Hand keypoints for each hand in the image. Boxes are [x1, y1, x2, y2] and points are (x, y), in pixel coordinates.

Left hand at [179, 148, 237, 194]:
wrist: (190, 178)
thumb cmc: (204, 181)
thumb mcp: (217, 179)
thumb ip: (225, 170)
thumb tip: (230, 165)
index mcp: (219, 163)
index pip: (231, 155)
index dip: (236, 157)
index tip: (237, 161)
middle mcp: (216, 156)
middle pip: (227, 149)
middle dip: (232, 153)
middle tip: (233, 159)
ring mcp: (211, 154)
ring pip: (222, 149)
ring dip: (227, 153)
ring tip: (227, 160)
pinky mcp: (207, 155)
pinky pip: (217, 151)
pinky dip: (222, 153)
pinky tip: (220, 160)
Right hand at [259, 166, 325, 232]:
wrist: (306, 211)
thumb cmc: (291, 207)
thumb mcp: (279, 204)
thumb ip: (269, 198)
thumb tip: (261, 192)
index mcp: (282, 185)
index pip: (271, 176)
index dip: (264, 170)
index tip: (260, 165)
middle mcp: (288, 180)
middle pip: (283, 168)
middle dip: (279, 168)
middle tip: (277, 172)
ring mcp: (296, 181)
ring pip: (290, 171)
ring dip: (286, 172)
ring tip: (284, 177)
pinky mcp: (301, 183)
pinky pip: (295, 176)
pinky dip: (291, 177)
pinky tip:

> [What to do]: Please go through the material and return each line where the word "middle" appears.

> [Written answer]:
middle mcp: (216, 156)
middle pip: (227, 149)
middle dip: (232, 153)
middle tip: (233, 159)
middle mcp: (288, 180)
middle pip: (283, 168)
middle dip: (279, 168)
middle tip: (277, 172)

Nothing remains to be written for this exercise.